**Problem to solve:** Count how many lines of the material below have the word "lane" and give only the number.

*** Begin section ***

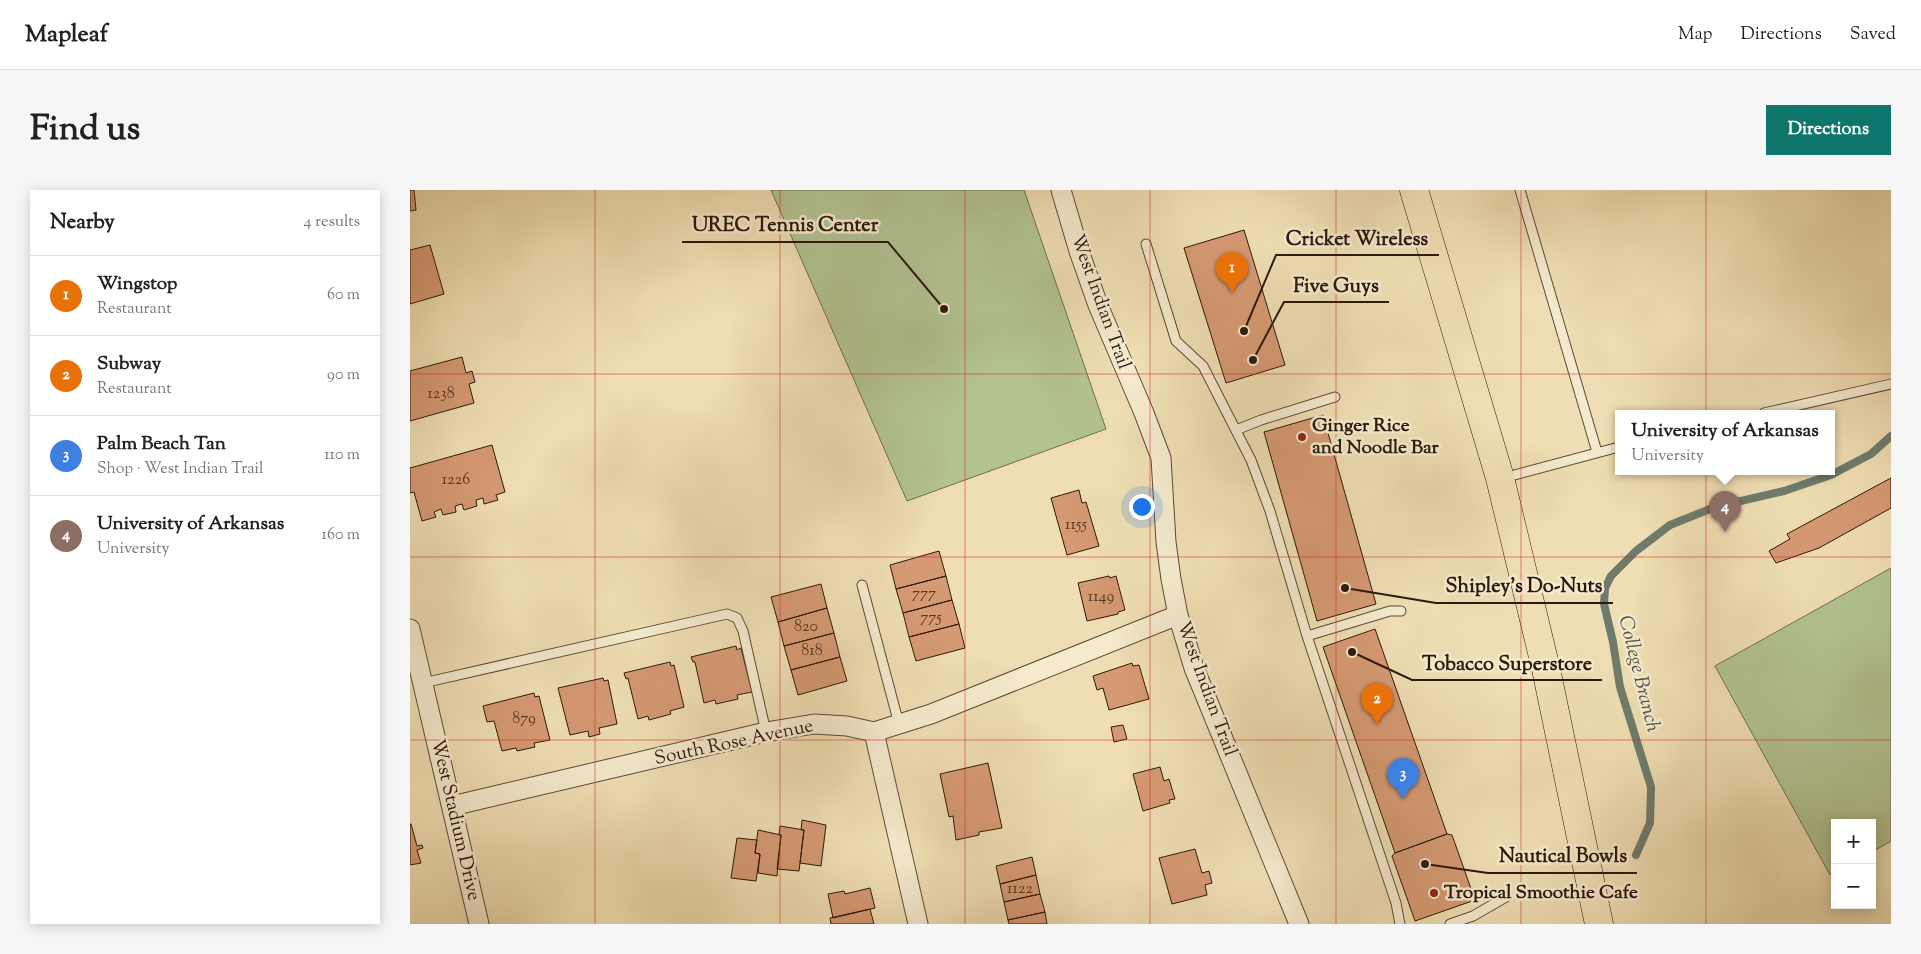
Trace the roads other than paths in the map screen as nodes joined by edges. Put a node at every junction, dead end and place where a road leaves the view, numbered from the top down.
1 (1061, 190) edge
2 (1414, 190) edge
3 (1520, 190) edge
4 (1146, 244) dead end
5 (1891, 384) edge
6 (1335, 397) dead end
7 (1777, 410) edge
8 (1236, 430) junction
9 (1615, 448) edge
10 (1597, 452) junction
11 (1500, 478) junction
12 (862, 585) dead end
13 (1401, 611) dead end
14 (1178, 615) junction
15 (410, 630) edge
16 (1307, 636) junction
17 (423, 683) junction
18 (899, 724) junction
19 (766, 732) junction
20 (874, 732) junction
21 (452, 806) junction
22 (1506, 897) dead end
23 (479, 924) edge
24 (918, 924) edge
25 (1299, 924) edge
26 (1400, 924) edge
27 (1450, 924) edge
28 (1599, 924) edge

1 - 14 street, West Indian Trail
2 - 11 main road
3 - 10 lane
4 - 8 lane
5 - 7 lane
6 - 8 lane
8 - 16 lane
9 - 10 lane
10 - 11 lane
11 - 28 main road
12 - 18 lane
13 - 16 lane
14 - 18 street
14 - 25 street, West Indian Trail
15 - 17 street, West Stadium Drive
16 - 26 lane
17 - 19 lane
17 - 21 street, West Stadium Drive
18 - 20 street
19 - 20 street, South Rose Avenue
19 - 21 street, South Rose Avenue
20 - 24 street
21 - 23 street, West Stadium Drive
22 - 27 lane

*** End section ***

**Solution to the exercise:** 12